━━ THE RECORDS

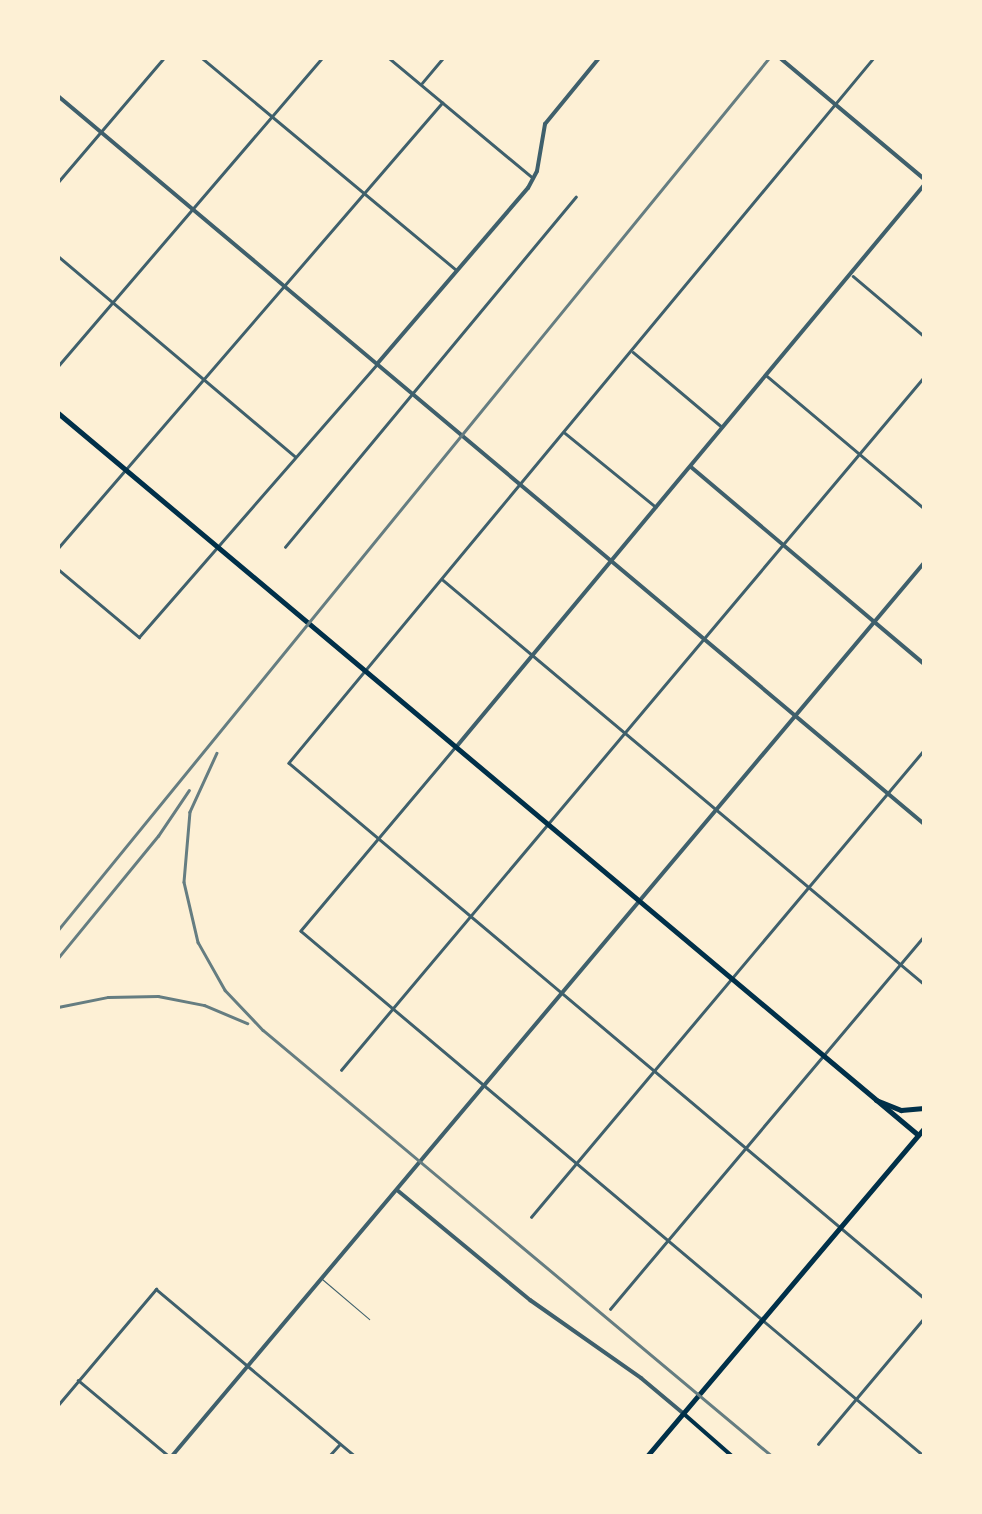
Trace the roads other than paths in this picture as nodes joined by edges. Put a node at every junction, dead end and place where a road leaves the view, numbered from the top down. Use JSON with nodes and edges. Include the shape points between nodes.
{"nodes":[{"id":1,"x":164,"y":58,"type":"edge"},
{"id":2,"x":202,"y":58,"type":"edge"},
{"id":3,"x":322,"y":58,"type":"edge"},
{"id":4,"x":389,"y":58,"type":"edge"},
{"id":5,"x":443,"y":58,"type":"edge"},
{"id":6,"x":780,"y":58,"type":"edge"},
{"id":7,"x":874,"y":58,"type":"edge"},
{"id":8,"x":596,"y":59,"type":"edge"},
{"id":9,"x":421,"y":84,"type":"junction"},
{"id":10,"x":58,"y":96,"type":"edge"},
{"id":11,"x":442,"y":103,"type":"junction"},
{"id":12,"x":836,"y":104,"type":"junction"},
{"id":13,"x":272,"y":116,"type":"junction"},
{"id":14,"x":100,"y":132,"type":"junction"},
{"id":15,"x":534,"y":180,"type":"junction"},
{"id":16,"x":58,"y":182,"type":"edge"},
{"id":17,"x":924,"y":182,"type":"edge"},
{"id":18,"x":364,"y":193,"type":"junction"},
{"id":19,"x":576,"y":198,"type":"dead end"},
{"id":20,"x":192,"y":209,"type":"junction"},
{"id":21,"x":58,"y":256,"type":"edge"},
{"id":22,"x":457,"y":271,"type":"junction"},
{"id":23,"x":852,"y":274,"type":"junction"},
{"id":24,"x":285,"y":286,"type":"junction"},
{"id":25,"x":112,"y":302,"type":"junction"},
{"id":26,"x":924,"y":336,"type":"edge"},
{"id":27,"x":631,"y":350,"type":"junction"},
{"id":28,"x":377,"y":364,"type":"junction"},
{"id":29,"x":58,"y":366,"type":"edge"},
{"id":30,"x":767,"y":376,"type":"junction"},
{"id":31,"x":924,"y":376,"type":"edge"},
{"id":32,"x":204,"y":379,"type":"junction"},
{"id":33,"x":414,"y":394,"type":"junction"},
{"id":34,"x":58,"y":412,"type":"edge"},
{"id":35,"x":724,"y":428,"type":"junction"},
{"id":36,"x":563,"y":432,"type":"junction"},
{"id":37,"x":860,"y":454,"type":"junction"},
{"id":38,"x":296,"y":456,"type":"junction"},
{"id":39,"x":691,"y":467,"type":"junction"},
{"id":40,"x":126,"y":470,"type":"junction"},
{"id":41,"x":520,"y":484,"type":"junction"},
{"id":42,"x":657,"y":508,"type":"junction"},
{"id":43,"x":924,"y":508,"type":"edge"},
{"id":44,"x":783,"y":545,"type":"junction"},
{"id":45,"x":285,"y":546,"type":"dead end"},
{"id":46,"x":58,"y":548,"type":"edge"},
{"id":47,"x":612,"y":561,"type":"junction"},
{"id":48,"x":924,"y":563,"type":"edge"},
{"id":49,"x":58,"y":570,"type":"edge"},
{"id":50,"x":442,"y":579,"type":"junction"},
{"id":51,"x":875,"y":622,"type":"junction"},
{"id":52,"x":704,"y":638,"type":"junction"},
{"id":53,"x":534,"y":655,"type":"junction"},
{"id":54,"x":924,"y":664,"type":"edge"},
{"id":55,"x":796,"y":716,"type":"junction"},
{"id":56,"x":625,"y":733,"type":"junction"},
{"id":57,"x":456,"y":747,"type":"junction"},
{"id":58,"x":924,"y":750,"type":"edge"},
{"id":59,"x":888,"y":794,"type":"junction"},
{"id":60,"x":717,"y":809,"type":"junction"},
{"id":61,"x":548,"y":824,"type":"junction"},
{"id":62,"x":924,"y":824,"type":"edge"},
{"id":63,"x":379,"y":839,"type":"junction"},
{"id":64,"x":809,"y":887,"type":"junction"},
{"id":65,"x":640,"y":901,"type":"junction"},
{"id":66,"x":471,"y":916,"type":"junction"},
{"id":67,"x":924,"y":936,"type":"edge"},
{"id":68,"x":900,"y":964,"type":"junction"},
{"id":69,"x":732,"y":979,"type":"junction"},
{"id":70,"x":924,"y":984,"type":"edge"},
{"id":71,"x":562,"y":994,"type":"junction"},
{"id":72,"x":393,"y":1008,"type":"junction"},
{"id":73,"x":824,"y":1056,"type":"junction"},
{"id":74,"x":340,"y":1070,"type":"dead end"},
{"id":75,"x":655,"y":1071,"type":"junction"},
{"id":76,"x":486,"y":1086,"type":"junction"},
{"id":77,"x":876,"y":1100,"type":"junction"},
{"id":78,"x":924,"y":1108,"type":"edge"},
{"id":79,"x":924,"y":1128,"type":"edge"},
{"id":80,"x":921,"y":1138,"type":"edge"},
{"id":81,"x":746,"y":1148,"type":"junction"},
{"id":82,"x":578,"y":1163,"type":"junction"},
{"id":83,"x":398,"y":1190,"type":"junction"},
{"id":84,"x":531,"y":1217,"type":"dead end"},
{"id":85,"x":841,"y":1228,"type":"junction"},
{"id":86,"x":669,"y":1240,"type":"junction"},
{"id":87,"x":322,"y":1279,"type":"junction"},
{"id":88,"x":924,"y":1298,"type":"edge"},
{"id":89,"x":610,"y":1309,"type":"dead end"},
{"id":90,"x":924,"y":1318,"type":"edge"},
{"id":91,"x":369,"y":1319,"type":"dead end"},
{"id":92,"x":764,"y":1320,"type":"junction"},
{"id":93,"x":248,"y":1366,"type":"junction"},
{"id":94,"x":78,"y":1380,"type":"junction"},
{"id":95,"x":856,"y":1398,"type":"junction"},
{"id":96,"x":58,"y":1405,"type":"edge"},
{"id":97,"x":684,"y":1414,"type":"junction"},
{"id":98,"x":340,"y":1444,"type":"junction"},
{"id":99,"x":818,"y":1444,"type":"dead end"},
{"id":100,"x":170,"y":1456,"type":"edge"},
{"id":101,"x":329,"y":1456,"type":"edge"},
{"id":102,"x":356,"y":1456,"type":"edge"},
{"id":103,"x":647,"y":1456,"type":"edge"},
{"id":104,"x":732,"y":1456,"type":"edge"},
{"id":105,"x":924,"y":1456,"type":"edge"}],
"edges":[{"from":1,"to":14,"type":"street"},
{"from":2,"to":13,"type":"street"},
{"from":3,"to":13,"type":"street"},
{"from":4,"to":9,"type":"street"},
{"from":5,"to":9,"type":"street"},
{"from":6,"to":12,"type":"street"},
{"from":7,"to":12,"type":"street"},
{"from":8,"to":15,"type":"street","via":[[545,124]]},
{"from":9,"to":11,"type":"street"},
{"from":10,"to":14,"type":"street"},
{"from":11,"to":15,"type":"street"},
{"from":11,"to":18,"type":"street"},
{"from":12,"to":17,"type":"street"},
{"from":12,"to":27,"type":"street"},
{"from":13,"to":18,"type":"street"},
{"from":13,"to":20,"type":"street"},
{"from":14,"to":16,"type":"street"},
{"from":14,"to":20,"type":"street"},
{"from":15,"to":22,"type":"street"},
{"from":17,"to":23,"type":"street"},
{"from":18,"to":22,"type":"street"},
{"from":18,"to":24,"type":"street"},
{"from":19,"to":33,"type":"street"},
{"from":20,"to":24,"type":"street"},
{"from":20,"to":25,"type":"street"},
{"from":21,"to":25,"type":"street"},
{"from":22,"to":28,"type":"street"},
{"from":23,"to":26,"type":"street"},
{"from":23,"to":30,"type":"street"},
{"from":24,"to":28,"type":"street"},
{"from":24,"to":32,"type":"street"},
{"from":25,"to":29,"type":"street"},
{"from":25,"to":32,"type":"street"},
{"from":27,"to":35,"type":"street"},
{"from":27,"to":36,"type":"street"},
{"from":28,"to":33,"type":"street"},
{"from":28,"to":38,"type":"street"},
{"from":30,"to":35,"type":"street"},
{"from":30,"to":37,"type":"street"},
{"from":31,"to":37,"type":"street"},
{"from":32,"to":38,"type":"street"},
{"from":32,"to":40,"type":"street"},
{"from":33,"to":41,"type":"street"},
{"from":33,"to":45,"type":"street"},
{"from":34,"to":40,"type":"main road"},
{"from":35,"to":39,"type":"street"},
{"from":36,"to":41,"type":"street"},
{"from":36,"to":42,"type":"street"},
{"from":37,"to":43,"type":"street"},
{"from":37,"to":44,"type":"street"},
{"from":38,"to":49,"type":"street","via":[[139,638]]},
{"from":39,"to":42,"type":"street"},
{"from":39,"to":44,"type":"street"},
{"from":40,"to":46,"type":"street"},
{"from":40,"to":57,"type":"main road"},
{"from":41,"to":47,"type":"street"},
{"from":41,"to":50,"type":"street"},
{"from":42,"to":47,"type":"street"},
{"from":44,"to":51,"type":"street"},
{"from":44,"to":52,"type":"street"},
{"from":47,"to":52,"type":"street"},
{"from":47,"to":53,"type":"street"},
{"from":48,"to":51,"type":"street"},
{"from":50,"to":53,"type":"street"},
{"from":50,"to":63,"type":"street","via":[[289,762]]},
{"from":51,"to":54,"type":"street"},
{"from":51,"to":55,"type":"street"},
{"from":52,"to":55,"type":"street"},
{"from":52,"to":56,"type":"street"},
{"from":53,"to":56,"type":"street"},
{"from":53,"to":57,"type":"street"},
{"from":55,"to":59,"type":"street"},
{"from":55,"to":60,"type":"street"},
{"from":56,"to":60,"type":"street"},
{"from":56,"to":61,"type":"street"},
{"from":57,"to":61,"type":"main road"},
{"from":57,"to":63,"type":"street"},
{"from":58,"to":59,"type":"street"},
{"from":59,"to":62,"type":"street"},
{"from":59,"to":64,"type":"street"},
{"from":60,"to":64,"type":"street"},
{"from":60,"to":65,"type":"street"},
{"from":61,"to":65,"type":"main road"},
{"from":61,"to":66,"type":"street"},
{"from":63,"to":66,"type":"street"},
{"from":63,"to":72,"type":"street","via":[[301,930]]},
{"from":64,"to":68,"type":"street"},
{"from":64,"to":69,"type":"street"},
{"from":65,"to":69,"type":"main road"},
{"from":65,"to":71,"type":"street"},
{"from":66,"to":71,"type":"street"},
{"from":66,"to":72,"type":"street"},
{"from":67,"to":68,"type":"street"},
{"from":68,"to":70,"type":"street"},
{"from":68,"to":73,"type":"street"},
{"from":69,"to":73,"type":"main road"},
{"from":69,"to":75,"type":"street"},
{"from":71,"to":75,"type":"street"},
{"from":71,"to":76,"type":"street"},
{"from":72,"to":74,"type":"street"},
{"from":72,"to":76,"type":"street"},
{"from":73,"to":77,"type":"main road"},
{"from":73,"to":81,"type":"street"},
{"from":75,"to":81,"type":"street"},
{"from":75,"to":82,"type":"street"},
{"from":76,"to":82,"type":"street"},
{"from":76,"to":83,"type":"street"},
{"from":77,"to":78,"type":"main road","via":[[901,1110]]},
{"from":77,"to":80,"type":"main road"},
{"from":79,"to":80,"type":"main road"},
{"from":80,"to":85,"type":"main road"},
{"from":81,"to":85,"type":"street"},
{"from":81,"to":86,"type":"street"},
{"from":82,"to":84,"type":"street"},
{"from":82,"to":86,"type":"street"},
{"from":83,"to":87,"type":"street"},
{"from":83,"to":97,"type":"street","via":[[530,1300]]},
{"from":85,"to":88,"type":"street"},
{"from":85,"to":92,"type":"main road"},
{"from":86,"to":89,"type":"street"},
{"from":86,"to":92,"type":"street"},
{"from":87,"to":91,"type":"lane"},
{"from":87,"to":93,"type":"street"},
{"from":90,"to":95,"type":"street"},
{"from":92,"to":95,"type":"street"},
{"from":92,"to":97,"type":"main road"},
{"from":93,"to":94,"type":"street","via":[[156,1289]]},
{"from":93,"to":98,"type":"street"},
{"from":93,"to":100,"type":"street"},
{"from":94,"to":96,"type":"street"},
{"from":94,"to":100,"type":"street"},
{"from":95,"to":99,"type":"street"},
{"from":95,"to":105,"type":"street"},
{"from":97,"to":103,"type":"main road"},
{"from":97,"to":104,"type":"main road"},
{"from":98,"to":101,"type":"street"},
{"from":98,"to":102,"type":"street"}]}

━━━━

**DESCRIPTION OF THE TASK**
Take every line from the data above that holds "edges" and copy it out.

**COMPLETED EXERCISE**
Trace the roads other than paths in this picture as nodes joined by edges. Put a node at every junction, dead end and place where a road leaves the view, numbered from the top down. Use JSON with nodes and edges. Include the shape points between nodes.
"edges":[{"from":1,"to":14,"type":"street"},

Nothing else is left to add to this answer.